____ DATA UNDER STUDY

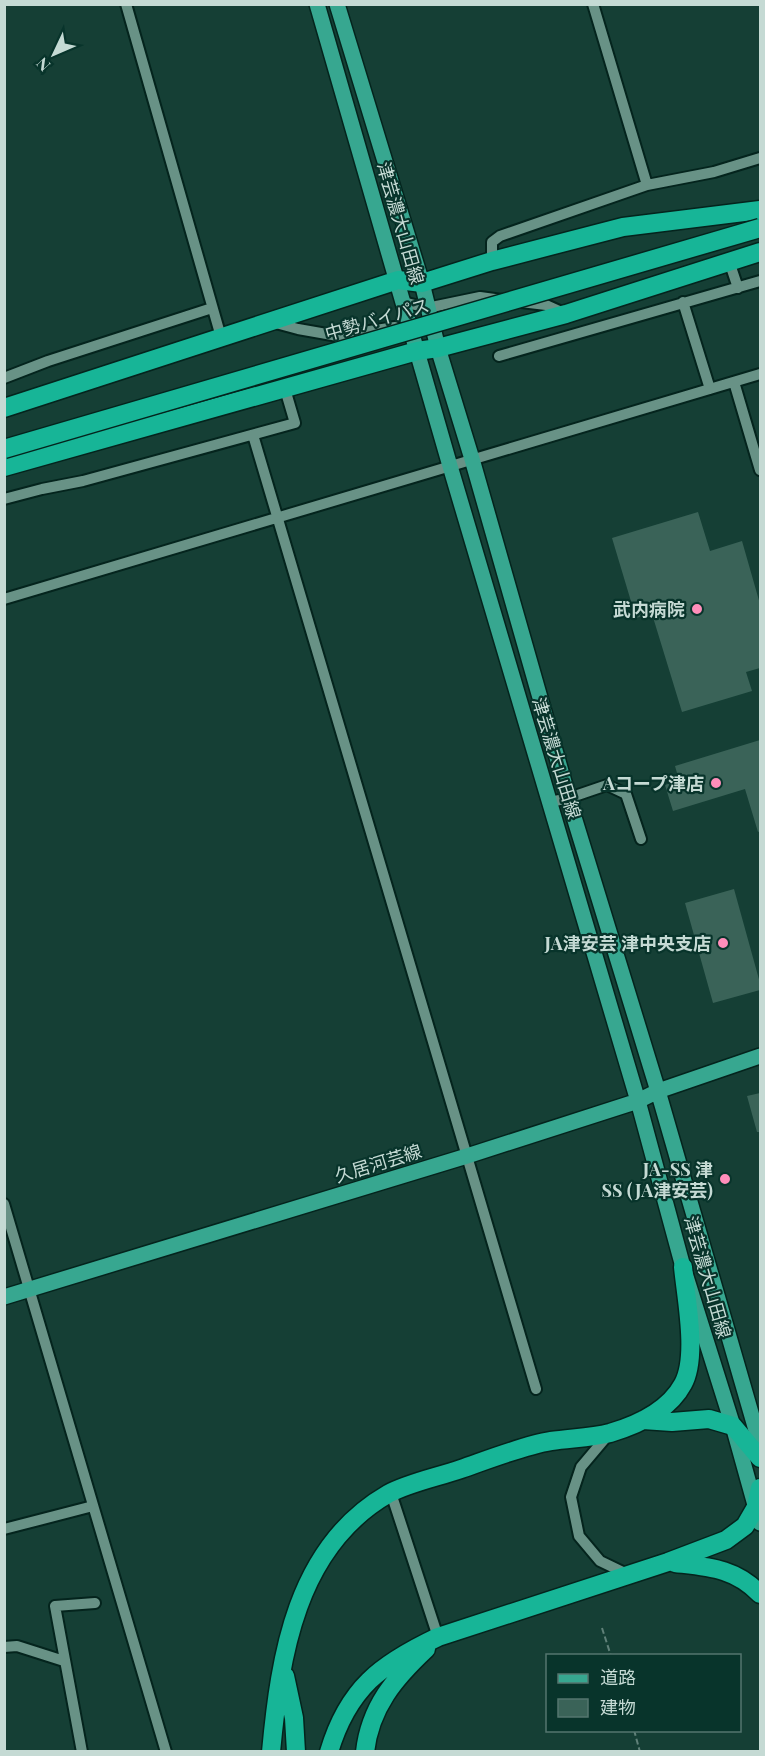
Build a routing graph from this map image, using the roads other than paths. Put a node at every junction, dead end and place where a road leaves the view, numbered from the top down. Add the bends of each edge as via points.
1 (126, 4) edge
2 (317, 4) edge
3 (337, 4) edge
4 (593, 4) edge
5 (760, 158) edge
6 (647, 185) junction
7 (760, 210) edge
8 (760, 228) edge
9 (760, 252) edge
10 (492, 261) junction
11 (729, 261) junction
12 (398, 280) junction
13 (760, 281) edge
14 (422, 283) junction
15 (738, 288) junction
16 (403, 302) junction
17 (683, 302) junction
18 (212, 308) junction
19 (427, 308) junction
20 (566, 314) junction
21 (269, 321) junction
22 (409, 325) junction
23 (220, 337) junction
24 (436, 341) junction
25 (417, 351) junction
26 (499, 356) dead end
27 (760, 374) edge
28 (4, 378) edge
29 (734, 382) junction
30 (285, 389) junction
31 (710, 389) junction
32 (4, 408) edge
33 (253, 435) junction
34 (4, 449) edge
35 (472, 459) junction
36 (450, 466) junction
37 (4, 467) edge
38 (760, 470) edge
39 (4, 499) edge
40 (278, 517) junction
41 (4, 599) edge
42 (569, 798) junction
43 (550, 802) junction
44 (641, 840) dead end
45 (760, 1056) edge
46 (658, 1091) junction
47 (638, 1101) junction
48 (467, 1156) junction
49 (4, 1204) edge
50 (683, 1268) junction
51 (30, 1289) junction
52 (4, 1297) edge
53 (536, 1389) dead end
54 (644, 1420) junction
55 (733, 1426) junction
56 (609, 1434) junction
57 (760, 1444) edge
58 (760, 1458) edge
59 (760, 1488) edge
60 (391, 1493) junction
61 (93, 1506) junction
62 (758, 1515) edge
63 (4, 1529) edge
64 (668, 1562) junction
65 (627, 1574) junction
66 (760, 1594) edge
67 (95, 1603) dead end
68 (438, 1637) junction
69 (4, 1647) edge
70 (64, 1661) junction
71 (283, 1662) junction
72 (82, 1752) edge
73 (166, 1752) edge
74 (271, 1752) edge
75 (296, 1752) edge
76 (329, 1752) edge
77 (365, 1752) edge

1 - 18 street
2 - 12 main road, 津芸濃大山田線
3 - 14 main road, 津芸濃大山田線
4 - 6 street
5 - 6 street
6 - 10 street via 500,236 492,242
7 - 10 highway via 623,227
8 - 34 highway, 中勢バイパス, bridge
9 - 11 highway
10 - 14 highway
11 - 15 street
11 - 20 highway
12 - 14 highway
12 - 16 main road, 津芸濃大山田線
12 - 21 highway
13 - 15 street
14 - 19 main road, 津芸濃大山田線
15 - 17 street
16 - 19 street
16 - 22 main road, 津芸濃大山田線
17 - 26 street
17 - 31 street
18 - 23 street
18 - 28 street
19 - 20 street via 480,297 546,304
19 - 24 main road, 津芸濃大山田線
20 - 24 highway
21 - 22 street via 338,336
21 - 23 highway
22 - 24 street
22 - 25 main road, 津芸濃大山田線
23 - 32 highway
24 - 25 highway
24 - 35 main road, 津芸濃大山田線
25 - 30 highway
25 - 36 main road, 津芸濃大山田線
27 - 29 street
29 - 31 street
29 - 38 street
30 - 33 street via 295,423
30 - 37 highway
31 - 35 street
33 - 39 street
33 - 40 street
35 - 36 street
35 - 42 main road, 津芸濃大山田線
36 - 40 street
36 - 43 main road, 津芸濃大山田線
40 - 41 street
40 - 48 street
42 - 43 street
42 - 44 street via 607,784 626,794
42 - 46 main road, 津芸濃大山田線
43 - 47 main road, 津芸濃大山田線
45 - 46 main road, 久居河芸線
46 - 47 main road, 久居河芸線
46 - 57 main road, 津芸濃大山田線
47 - 48 main road, 久居河芸線
47 - 50 main road, 津芸濃大山田線
48 - 51 main road, 久居河芸線
48 - 53 street
49 - 51 street
50 - 54 highway via 690,1366 678,1392
50 - 55 main road, 津芸濃大山田線
51 - 52 main road, 久居河芸線
51 - 61 street
54 - 55 highway via 709,1419
54 - 56 highway
55 - 58 highway
55 - 62 main road, 津芸濃大山田線
56 - 60 highway via 548,1441
56 - 65 street via 581,1467 571,1497 579,1536 600,1561
59 - 62 highway
60 - 68 street
60 - 71 highway via 355,1518 312,1574 292,1622
61 - 63 street
61 - 73 street
62 - 64 highway via 726,1540
64 - 65 highway
64 - 66 highway via 727,1571 743,1578
65 - 68 highway
67 - 70 street via 56,1606
68 - 76 highway via 404,1653 366,1683 346,1710
68 - 77 highway via 403,1671 378,1704
69 - 70 street via 17,1646
70 - 72 street
71 - 74 highway
71 - 75 highway

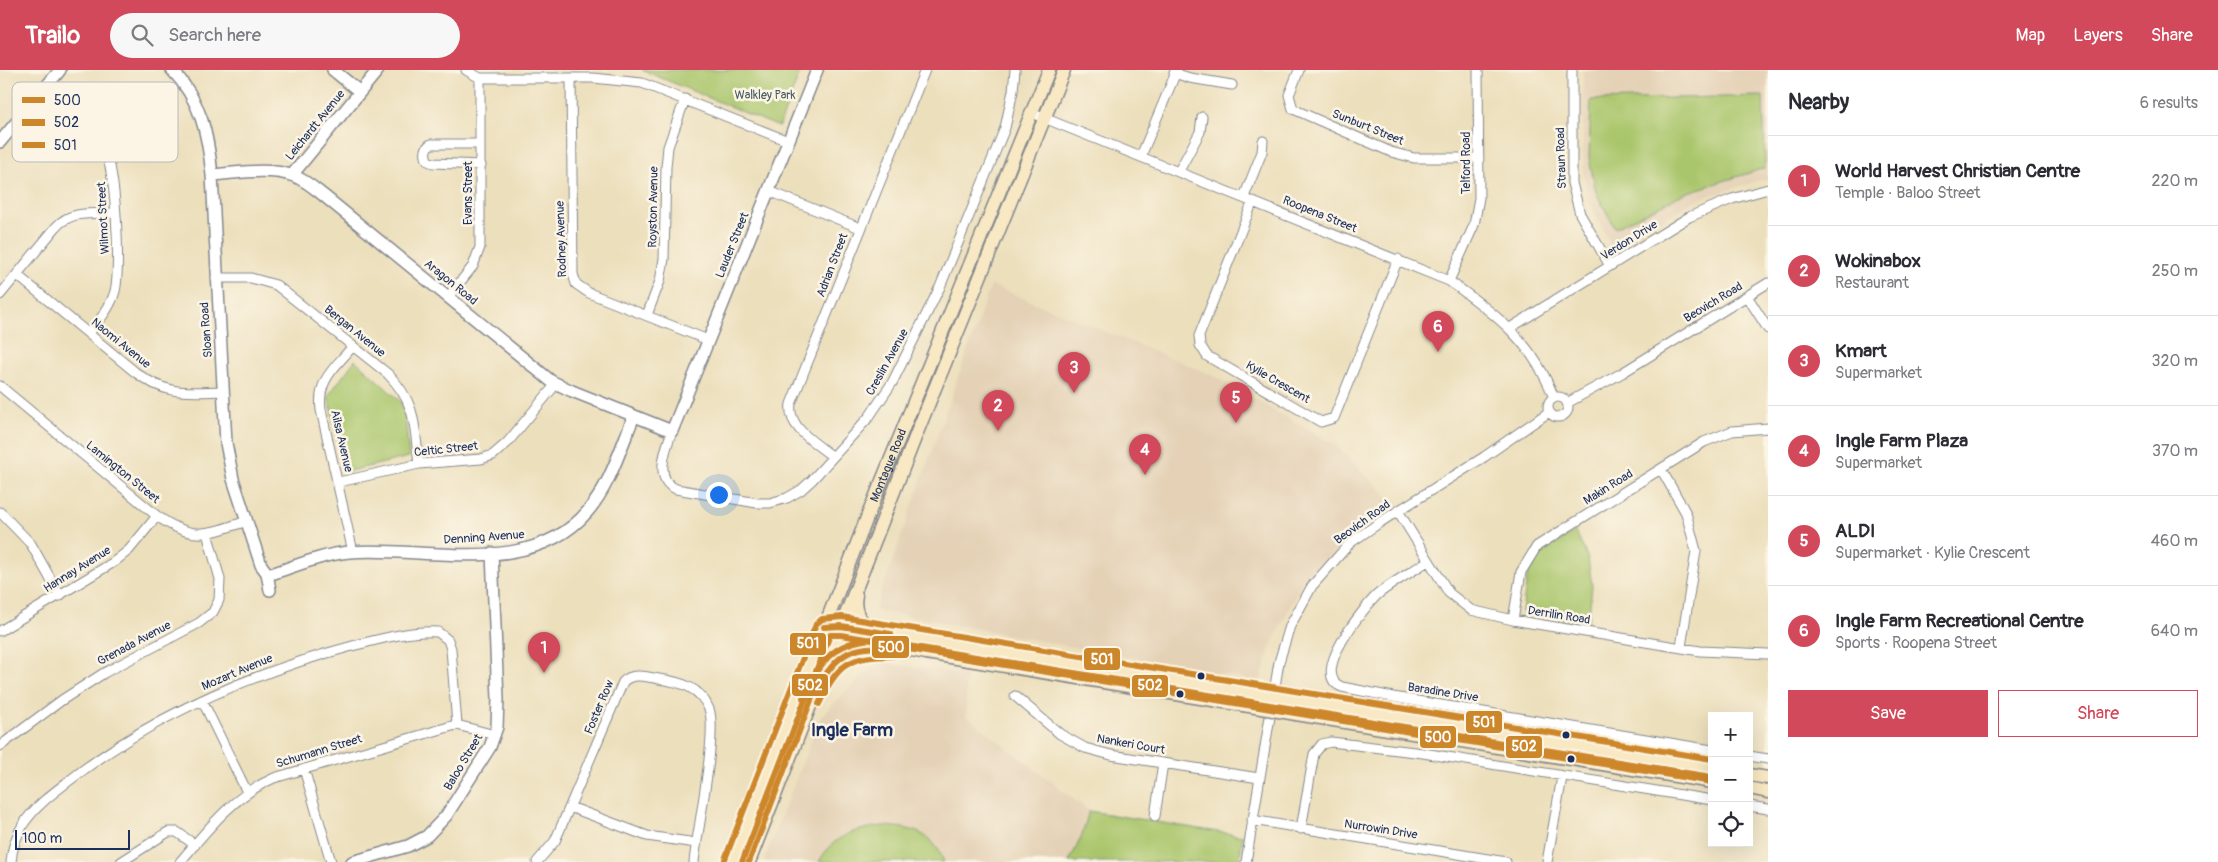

________

Although the entries contain pictures, copy everything else in them exactly.

Build a routing graph from this map image, using the roads other than paths. Put a node at every junction, dead end and place where a road leaves the view, numbered from the top down. Add the bends of each edge as via points.
1 (126, 4) edge
2 (317, 4) edge
3 (337, 4) edge
4 (593, 4) edge
5 (760, 158) edge
6 (647, 185) junction
7 (760, 210) edge
8 (760, 228) edge
9 (760, 252) edge
10 (492, 261) junction
11 (729, 261) junction
12 (398, 280) junction
13 (760, 281) edge
14 (422, 283) junction
15 (738, 288) junction
16 (403, 302) junction
17 (683, 302) junction
18 (212, 308) junction
19 (427, 308) junction
20 (566, 314) junction
21 (269, 321) junction
22 (409, 325) junction
23 (220, 337) junction
24 (436, 341) junction
25 (417, 351) junction
26 (499, 356) dead end
27 (760, 374) edge
28 (4, 378) edge
29 (734, 382) junction
30 (285, 389) junction
31 (710, 389) junction
32 (4, 408) edge
33 (253, 435) junction
34 (4, 449) edge
35 (472, 459) junction
36 (450, 466) junction
37 (4, 467) edge
38 (760, 470) edge
39 (4, 499) edge
40 (278, 517) junction
41 (4, 599) edge
42 (569, 798) junction
43 (550, 802) junction
44 (641, 840) dead end
45 (760, 1056) edge
46 (658, 1091) junction
47 (638, 1101) junction
48 (467, 1156) junction
49 (4, 1204) edge
50 (683, 1268) junction
51 (30, 1289) junction
52 (4, 1297) edge
53 (536, 1389) dead end
54 (644, 1420) junction
55 (733, 1426) junction
56 (609, 1434) junction
57 (760, 1444) edge
58 (760, 1458) edge
59 (760, 1488) edge
60 (391, 1493) junction
61 (93, 1506) junction
62 (758, 1515) edge
63 (4, 1529) edge
64 (668, 1562) junction
65 (627, 1574) junction
66 (760, 1594) edge
67 (95, 1603) dead end
68 (438, 1637) junction
69 (4, 1647) edge
70 (64, 1661) junction
71 (283, 1662) junction
72 (82, 1752) edge
73 (166, 1752) edge
74 (271, 1752) edge
75 (296, 1752) edge
76 (329, 1752) edge
77 (365, 1752) edge

1 - 18 street
2 - 12 main road, 津芸濃大山田線
3 - 14 main road, 津芸濃大山田線
4 - 6 street
5 - 6 street
6 - 10 street via 500,236 492,242
7 - 10 highway via 623,227
8 - 34 highway, 中勢バイパス, bridge
9 - 11 highway
10 - 14 highway
11 - 15 street
11 - 20 highway
12 - 14 highway
12 - 16 main road, 津芸濃大山田線
12 - 21 highway
13 - 15 street
14 - 19 main road, 津芸濃大山田線
15 - 17 street
16 - 19 street
16 - 22 main road, 津芸濃大山田線
17 - 26 street
17 - 31 street
18 - 23 street
18 - 28 street
19 - 20 street via 480,297 546,304
19 - 24 main road, 津芸濃大山田線
20 - 24 highway
21 - 22 street via 338,336
21 - 23 highway
22 - 24 street
22 - 25 main road, 津芸濃大山田線
23 - 32 highway
24 - 25 highway
24 - 35 main road, 津芸濃大山田線
25 - 30 highway
25 - 36 main road, 津芸濃大山田線
27 - 29 street
29 - 31 street
29 - 38 street
30 - 33 street via 295,423
30 - 37 highway
31 - 35 street
33 - 39 street
33 - 40 street
35 - 36 street
35 - 42 main road, 津芸濃大山田線
36 - 40 street
36 - 43 main road, 津芸濃大山田線
40 - 41 street
40 - 48 street
42 - 43 street
42 - 44 street via 607,784 626,794
42 - 46 main road, 津芸濃大山田線
43 - 47 main road, 津芸濃大山田線
45 - 46 main road, 久居河芸線
46 - 47 main road, 久居河芸線
46 - 57 main road, 津芸濃大山田線
47 - 48 main road, 久居河芸線
47 - 50 main road, 津芸濃大山田線
48 - 51 main road, 久居河芸線
48 - 53 street
49 - 51 street
50 - 54 highway via 690,1366 678,1392
50 - 55 main road, 津芸濃大山田線
51 - 52 main road, 久居河芸線
51 - 61 street
54 - 55 highway via 709,1419
54 - 56 highway
55 - 58 highway
55 - 62 main road, 津芸濃大山田線
56 - 60 highway via 548,1441
56 - 65 street via 581,1467 571,1497 579,1536 600,1561
59 - 62 highway
60 - 68 street
60 - 71 highway via 355,1518 312,1574 292,1622
61 - 63 street
61 - 73 street
62 - 64 highway via 726,1540
64 - 65 highway
64 - 66 highway via 727,1571 743,1578
65 - 68 highway
67 - 70 street via 56,1606
68 - 76 highway via 404,1653 366,1683 346,1710
68 - 77 highway via 403,1671 378,1704
69 - 70 street via 17,1646
70 - 72 street
71 - 74 highway
71 - 75 highway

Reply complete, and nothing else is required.